If you don’t meticulously plan your affiliate program trajectory, it can invite a lot of setbacks & uncertainty in achieving desired goals.

For example, one of the major parts of running affiliate programs is recruiting affiliates. To plan for that part, you can ask yourself some questions like:

  • What niche(s) will my potential affiliates be in?
  • What types of products do they promote? Does the audience they target fall under your target market?
  • What competing brands are they promoting? 
  • What offers are they getting from the competition?
  • Do they use affiliate networks, and if so, which ones?

Planning will also help you eliminate what’s unnecessary or harmful over the long run. For instance, you may decide not to invite coupon sites to your affiliate program while planning because it may harm profitability in the future. 

2. Play smart with compelling offers and compensation rates

“Affiliate marketing has made businesses millions and ordinary people billions” – Bo Bennett

Compensation will be the cornerstone of your affiliate marketing program. If you’re not making your affiliates rich, your program won’t succeed. However, setting a compensation rate that motivates your affiliates but doesn’t eat into your profits is a balanced act. It comes with an understanding of industry standards and your margins:

  • You need to understand what standard commission rates your affiliates are working on.
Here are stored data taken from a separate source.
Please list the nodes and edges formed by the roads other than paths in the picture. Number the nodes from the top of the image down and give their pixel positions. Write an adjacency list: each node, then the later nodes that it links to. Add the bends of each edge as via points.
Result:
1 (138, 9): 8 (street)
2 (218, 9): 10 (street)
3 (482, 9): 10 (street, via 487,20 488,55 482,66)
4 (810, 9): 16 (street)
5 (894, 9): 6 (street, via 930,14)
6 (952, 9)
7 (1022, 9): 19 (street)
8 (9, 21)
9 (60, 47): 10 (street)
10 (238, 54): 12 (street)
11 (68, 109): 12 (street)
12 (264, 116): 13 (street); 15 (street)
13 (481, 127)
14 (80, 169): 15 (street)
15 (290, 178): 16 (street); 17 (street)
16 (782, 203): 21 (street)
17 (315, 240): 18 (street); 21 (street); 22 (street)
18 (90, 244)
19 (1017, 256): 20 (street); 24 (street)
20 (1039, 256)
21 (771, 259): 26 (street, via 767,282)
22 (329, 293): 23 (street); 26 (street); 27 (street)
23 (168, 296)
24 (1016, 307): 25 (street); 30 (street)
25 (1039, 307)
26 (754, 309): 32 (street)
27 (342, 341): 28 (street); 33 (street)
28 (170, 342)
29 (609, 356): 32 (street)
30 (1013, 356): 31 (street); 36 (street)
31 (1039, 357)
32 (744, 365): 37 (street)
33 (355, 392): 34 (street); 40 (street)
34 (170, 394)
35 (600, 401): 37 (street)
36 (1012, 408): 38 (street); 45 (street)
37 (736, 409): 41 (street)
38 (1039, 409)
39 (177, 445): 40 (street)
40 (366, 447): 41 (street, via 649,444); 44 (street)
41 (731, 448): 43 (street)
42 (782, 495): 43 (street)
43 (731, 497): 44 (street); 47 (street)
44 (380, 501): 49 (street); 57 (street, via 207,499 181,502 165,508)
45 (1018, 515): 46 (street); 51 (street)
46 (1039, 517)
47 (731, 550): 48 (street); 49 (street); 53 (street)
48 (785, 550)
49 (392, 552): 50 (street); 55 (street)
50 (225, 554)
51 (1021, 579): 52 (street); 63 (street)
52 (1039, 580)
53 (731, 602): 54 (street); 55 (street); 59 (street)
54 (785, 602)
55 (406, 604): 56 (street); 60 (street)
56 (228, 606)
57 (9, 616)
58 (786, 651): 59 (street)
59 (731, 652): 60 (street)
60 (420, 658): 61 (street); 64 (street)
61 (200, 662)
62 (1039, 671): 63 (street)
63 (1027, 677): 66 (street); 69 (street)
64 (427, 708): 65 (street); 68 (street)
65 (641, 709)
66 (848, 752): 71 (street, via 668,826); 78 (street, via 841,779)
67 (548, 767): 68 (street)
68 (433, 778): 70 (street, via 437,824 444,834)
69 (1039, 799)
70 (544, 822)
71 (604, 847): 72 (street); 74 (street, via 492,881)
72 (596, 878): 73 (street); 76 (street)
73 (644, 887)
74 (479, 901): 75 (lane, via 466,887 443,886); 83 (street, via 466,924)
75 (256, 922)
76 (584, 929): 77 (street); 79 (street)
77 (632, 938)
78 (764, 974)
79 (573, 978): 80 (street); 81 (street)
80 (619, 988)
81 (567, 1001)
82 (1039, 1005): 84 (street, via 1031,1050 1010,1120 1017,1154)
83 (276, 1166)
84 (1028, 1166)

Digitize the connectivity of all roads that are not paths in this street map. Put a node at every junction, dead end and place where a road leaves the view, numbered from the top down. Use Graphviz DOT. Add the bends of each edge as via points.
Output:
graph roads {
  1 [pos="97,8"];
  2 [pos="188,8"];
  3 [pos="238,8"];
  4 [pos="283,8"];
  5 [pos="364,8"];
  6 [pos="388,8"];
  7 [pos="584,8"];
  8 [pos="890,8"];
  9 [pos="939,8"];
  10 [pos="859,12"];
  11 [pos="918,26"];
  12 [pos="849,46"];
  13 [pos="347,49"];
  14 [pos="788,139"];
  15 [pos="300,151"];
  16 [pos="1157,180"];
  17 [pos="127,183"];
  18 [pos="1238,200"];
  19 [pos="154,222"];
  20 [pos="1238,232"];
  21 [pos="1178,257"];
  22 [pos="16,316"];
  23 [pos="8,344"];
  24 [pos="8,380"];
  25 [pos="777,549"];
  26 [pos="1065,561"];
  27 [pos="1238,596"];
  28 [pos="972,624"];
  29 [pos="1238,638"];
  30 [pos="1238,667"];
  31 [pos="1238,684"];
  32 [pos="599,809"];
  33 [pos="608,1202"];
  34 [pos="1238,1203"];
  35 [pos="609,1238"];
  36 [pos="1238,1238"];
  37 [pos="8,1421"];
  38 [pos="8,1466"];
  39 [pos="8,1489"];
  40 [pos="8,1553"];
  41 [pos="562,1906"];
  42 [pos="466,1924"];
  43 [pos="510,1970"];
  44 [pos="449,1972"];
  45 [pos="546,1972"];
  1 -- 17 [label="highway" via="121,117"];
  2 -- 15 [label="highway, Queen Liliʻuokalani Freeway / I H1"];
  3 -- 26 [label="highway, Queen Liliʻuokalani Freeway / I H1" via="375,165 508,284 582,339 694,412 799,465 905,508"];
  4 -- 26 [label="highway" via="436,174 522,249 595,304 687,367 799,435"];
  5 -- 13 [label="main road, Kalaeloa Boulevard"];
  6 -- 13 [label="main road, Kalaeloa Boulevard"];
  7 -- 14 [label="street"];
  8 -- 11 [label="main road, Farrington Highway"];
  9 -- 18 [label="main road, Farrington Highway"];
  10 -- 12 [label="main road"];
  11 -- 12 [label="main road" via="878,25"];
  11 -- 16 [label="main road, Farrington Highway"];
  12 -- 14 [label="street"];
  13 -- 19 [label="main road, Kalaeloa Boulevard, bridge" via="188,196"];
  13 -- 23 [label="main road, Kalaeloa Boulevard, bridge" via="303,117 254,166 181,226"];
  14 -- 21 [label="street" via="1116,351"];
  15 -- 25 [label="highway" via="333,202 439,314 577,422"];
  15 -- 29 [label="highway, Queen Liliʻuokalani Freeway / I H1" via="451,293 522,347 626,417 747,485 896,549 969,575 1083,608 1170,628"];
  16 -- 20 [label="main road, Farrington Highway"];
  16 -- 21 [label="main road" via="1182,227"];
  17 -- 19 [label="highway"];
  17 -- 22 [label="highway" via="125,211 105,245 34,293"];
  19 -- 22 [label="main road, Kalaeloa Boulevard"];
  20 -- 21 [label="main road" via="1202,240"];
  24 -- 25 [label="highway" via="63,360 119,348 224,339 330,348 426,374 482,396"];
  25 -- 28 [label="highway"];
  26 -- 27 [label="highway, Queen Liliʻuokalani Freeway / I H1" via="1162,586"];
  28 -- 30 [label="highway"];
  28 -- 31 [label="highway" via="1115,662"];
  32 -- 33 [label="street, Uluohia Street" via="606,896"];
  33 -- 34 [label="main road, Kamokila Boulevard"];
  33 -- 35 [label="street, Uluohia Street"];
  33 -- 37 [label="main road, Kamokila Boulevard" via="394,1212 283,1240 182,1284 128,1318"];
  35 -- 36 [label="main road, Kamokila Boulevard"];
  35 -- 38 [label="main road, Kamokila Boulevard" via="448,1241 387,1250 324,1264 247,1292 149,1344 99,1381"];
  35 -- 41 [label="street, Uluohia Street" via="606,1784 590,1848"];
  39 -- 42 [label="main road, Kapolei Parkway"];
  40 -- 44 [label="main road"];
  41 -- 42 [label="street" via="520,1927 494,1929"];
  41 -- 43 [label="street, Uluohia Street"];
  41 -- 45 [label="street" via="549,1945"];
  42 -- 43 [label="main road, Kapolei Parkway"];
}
Before you set your affiliate program commissions, you must know the typical commission rate they get paid and whether they prefer fixed-rate commissions or percentage commissions.
  • Calculate your CLV (or Customer Lifetime Value) to see what you can afford. It’s okay if you don’t make much profit on the first-time customer an affiliate brings – if the average customer stays with you long enough, your ROI will stay positive.
  • Also, know what the affiliates are getting beyond the compensation rate. Some businesses give attractive bonuses, offers, and perks on top of commissions to delight the affiliates. Similarly, some brands – like Amazon – attract affiliates even after giving lower commissions because their offers convert better.

3. Optimize your affiliate program landing page

Your affiliate program landing page must be optimized for searchability and conversions. Otherwise, you’ll lose many potential affiliates.

Optimize for Search

According to the BrightEdge study, organic search traffic accounted for 73% of all traffic to business sites. This means most potential affiliates will visit your landing page using a Google search. For example, affiliate marketers search for keywords like ‘affiliate marketing program + [your brand name],’ ‘[your brand name] + referrals,’ etc.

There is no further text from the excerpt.